(DIRECTIONS) Write all of the entries out again exactly.

(PROVIDED INFORMATION)
********

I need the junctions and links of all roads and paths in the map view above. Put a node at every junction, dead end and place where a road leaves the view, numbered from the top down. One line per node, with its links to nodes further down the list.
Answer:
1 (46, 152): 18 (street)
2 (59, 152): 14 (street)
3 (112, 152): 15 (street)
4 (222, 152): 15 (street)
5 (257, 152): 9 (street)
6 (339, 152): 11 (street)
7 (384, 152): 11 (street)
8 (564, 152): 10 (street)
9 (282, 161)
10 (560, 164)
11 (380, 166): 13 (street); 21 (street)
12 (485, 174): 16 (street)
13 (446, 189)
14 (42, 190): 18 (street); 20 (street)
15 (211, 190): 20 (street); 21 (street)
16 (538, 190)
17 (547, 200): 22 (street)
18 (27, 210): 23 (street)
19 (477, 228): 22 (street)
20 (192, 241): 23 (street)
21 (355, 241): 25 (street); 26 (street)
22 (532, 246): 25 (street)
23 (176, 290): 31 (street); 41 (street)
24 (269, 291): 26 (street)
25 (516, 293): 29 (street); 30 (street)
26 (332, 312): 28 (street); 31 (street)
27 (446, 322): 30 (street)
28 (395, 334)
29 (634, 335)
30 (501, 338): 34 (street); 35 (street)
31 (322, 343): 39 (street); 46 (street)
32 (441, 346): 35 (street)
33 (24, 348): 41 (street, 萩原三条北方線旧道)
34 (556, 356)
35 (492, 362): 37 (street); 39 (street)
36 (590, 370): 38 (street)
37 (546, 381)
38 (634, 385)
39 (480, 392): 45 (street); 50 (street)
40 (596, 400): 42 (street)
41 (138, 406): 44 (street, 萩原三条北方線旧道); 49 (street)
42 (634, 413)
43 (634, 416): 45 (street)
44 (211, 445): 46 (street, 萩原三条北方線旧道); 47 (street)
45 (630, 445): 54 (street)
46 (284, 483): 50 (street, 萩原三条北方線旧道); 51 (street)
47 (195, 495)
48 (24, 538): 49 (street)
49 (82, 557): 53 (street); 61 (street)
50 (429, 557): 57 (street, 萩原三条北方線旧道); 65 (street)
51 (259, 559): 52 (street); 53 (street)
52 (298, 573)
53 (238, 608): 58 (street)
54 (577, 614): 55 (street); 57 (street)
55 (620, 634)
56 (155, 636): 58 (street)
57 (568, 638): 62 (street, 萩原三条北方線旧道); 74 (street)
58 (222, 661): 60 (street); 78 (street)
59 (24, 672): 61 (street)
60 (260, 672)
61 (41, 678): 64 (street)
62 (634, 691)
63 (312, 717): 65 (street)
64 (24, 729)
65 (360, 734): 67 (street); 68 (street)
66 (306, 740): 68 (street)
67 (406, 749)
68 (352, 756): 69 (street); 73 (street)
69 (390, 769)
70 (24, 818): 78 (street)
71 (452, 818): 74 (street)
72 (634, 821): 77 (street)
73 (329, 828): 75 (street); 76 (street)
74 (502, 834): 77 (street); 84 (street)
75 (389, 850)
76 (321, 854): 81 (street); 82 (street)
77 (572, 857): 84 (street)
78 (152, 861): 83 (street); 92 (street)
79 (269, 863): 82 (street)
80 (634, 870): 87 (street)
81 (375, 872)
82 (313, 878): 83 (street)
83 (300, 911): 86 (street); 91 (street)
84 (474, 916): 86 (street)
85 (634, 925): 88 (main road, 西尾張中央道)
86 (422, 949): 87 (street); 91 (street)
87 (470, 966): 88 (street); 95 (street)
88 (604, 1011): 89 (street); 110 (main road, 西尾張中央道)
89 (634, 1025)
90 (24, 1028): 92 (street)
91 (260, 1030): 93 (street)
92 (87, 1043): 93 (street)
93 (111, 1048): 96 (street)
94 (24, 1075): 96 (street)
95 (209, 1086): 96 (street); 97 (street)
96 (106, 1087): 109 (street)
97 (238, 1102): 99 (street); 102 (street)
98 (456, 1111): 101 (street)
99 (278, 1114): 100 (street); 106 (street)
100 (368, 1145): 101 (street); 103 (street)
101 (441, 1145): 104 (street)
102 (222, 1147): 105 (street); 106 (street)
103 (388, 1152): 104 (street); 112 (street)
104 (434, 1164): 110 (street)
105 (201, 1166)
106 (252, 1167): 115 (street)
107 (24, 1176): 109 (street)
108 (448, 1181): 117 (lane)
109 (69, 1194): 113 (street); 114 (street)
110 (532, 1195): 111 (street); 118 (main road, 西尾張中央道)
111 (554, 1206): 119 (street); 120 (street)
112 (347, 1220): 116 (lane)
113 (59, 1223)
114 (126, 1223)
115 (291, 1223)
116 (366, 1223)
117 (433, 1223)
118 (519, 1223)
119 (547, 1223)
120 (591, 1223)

********

(SOLUTION TO THIS PROBLEM)
I need the junctions and links of all roads and paths in the map view above. Put a node at every junction, dead end and place where a road leaves the view, numbered from the top down. One line per node, with its links to nodes further down the list.
Answer:
1 (46, 152): 18 (street)
2 (59, 152): 14 (street)
3 (112, 152): 15 (street)
4 (222, 152): 15 (street)
5 (257, 152): 9 (street)
6 (339, 152): 11 (street)
7 (384, 152): 11 (street)
8 (564, 152): 10 (street)
9 (282, 161)
10 (560, 164)
11 (380, 166): 13 (street); 21 (street)
12 (485, 174): 16 (street)
13 (446, 189)
14 (42, 190): 18 (street); 20 (street)
15 (211, 190): 20 (street); 21 (street)
16 (538, 190)
17 (547, 200): 22 (street)
18 (27, 210): 23 (street)
19 (477, 228): 22 (street)
20 (192, 241): 23 (street)
21 (355, 241): 25 (street); 26 (street)
22 (532, 246): 25 (street)
23 (176, 290): 31 (street); 41 (street)
24 (269, 291): 26 (street)
25 (516, 293): 29 (street); 30 (street)
26 (332, 312): 28 (street); 31 (street)
27 (446, 322): 30 (street)
28 (395, 334)
29 (634, 335)
30 (501, 338): 34 (street); 35 (street)
31 (322, 343): 39 (street); 46 (street)
32 (441, 346): 35 (street)
33 (24, 348): 41 (street, 萩原三条北方線旧道)
34 (556, 356)
35 (492, 362): 37 (street); 39 (street)
36 (590, 370): 38 (street)
37 (546, 381)
38 (634, 385)
39 (480, 392): 45 (street); 50 (street)
40 (596, 400): 42 (street)
41 (138, 406): 44 (street, 萩原三条北方線旧道); 49 (street)
42 (634, 413)
43 (634, 416): 45 (street)
44 (211, 445): 46 (street, 萩原三条北方線旧道); 47 (street)
45 (630, 445): 54 (street)
46 (284, 483): 50 (street, 萩原三条北方線旧道); 51 (street)
47 (195, 495)
48 (24, 538): 49 (street)
49 (82, 557): 53 (street); 61 (street)
50 (429, 557): 57 (street, 萩原三条北方線旧道); 65 (street)
51 (259, 559): 52 (street); 53 (street)
52 (298, 573)
53 (238, 608): 58 (street)
54 (577, 614): 55 (street); 57 (street)
55 (620, 634)
56 (155, 636): 58 (street)
57 (568, 638): 62 (street, 萩原三条北方線旧道); 74 (street)
58 (222, 661): 60 (street); 78 (street)
59 (24, 672): 61 (street)
60 (260, 672)
61 (41, 678): 64 (street)
62 (634, 691)
63 (312, 717): 65 (street)
64 (24, 729)
65 (360, 734): 67 (street); 68 (street)
66 (306, 740): 68 (street)
67 (406, 749)
68 (352, 756): 69 (street); 73 (street)
69 (390, 769)
70 (24, 818): 78 (street)
71 (452, 818): 74 (street)
72 (634, 821): 77 (street)
73 (329, 828): 75 (street); 76 (street)
74 (502, 834): 77 (street); 84 (street)
75 (389, 850)
76 (321, 854): 81 (street); 82 (street)
77 (572, 857): 84 (street)
78 (152, 861): 83 (street); 92 (street)
79 (269, 863): 82 (street)
80 (634, 870): 87 (street)
81 (375, 872)
82 (313, 878): 83 (street)
83 (300, 911): 86 (street); 91 (street)
84 (474, 916): 86 (street)
85 (634, 925): 88 (main road, 西尾張中央道)
86 (422, 949): 87 (street); 91 (street)
87 (470, 966): 88 (street); 95 (street)
88 (604, 1011): 89 (street); 110 (main road, 西尾張中央道)
89 (634, 1025)
90 (24, 1028): 92 (street)
91 (260, 1030): 93 (street)
92 (87, 1043): 93 (street)
93 (111, 1048): 96 (street)
94 (24, 1075): 96 (street)
95 (209, 1086): 96 (street); 97 (street)
96 (106, 1087): 109 (street)
97 (238, 1102): 99 (street); 102 (street)
98 (456, 1111): 101 (street)
99 (278, 1114): 100 (street); 106 (street)
100 (368, 1145): 101 (street); 103 (street)
101 (441, 1145): 104 (street)
102 (222, 1147): 105 (street); 106 (street)
103 (388, 1152): 104 (street); 112 (street)
104 (434, 1164): 110 (street)
105 (201, 1166)
106 (252, 1167): 115 (street)
107 (24, 1176): 109 (street)
108 (448, 1181): 117 (lane)
109 (69, 1194): 113 (street); 114 (street)
110 (532, 1195): 111 (street); 118 (main road, 西尾張中央道)
111 (554, 1206): 119 (street); 120 (street)
112 (347, 1220): 116 (lane)
113 (59, 1223)
114 (126, 1223)
115 (291, 1223)
116 (366, 1223)
117 (433, 1223)
118 (519, 1223)
119 (547, 1223)
120 (591, 1223)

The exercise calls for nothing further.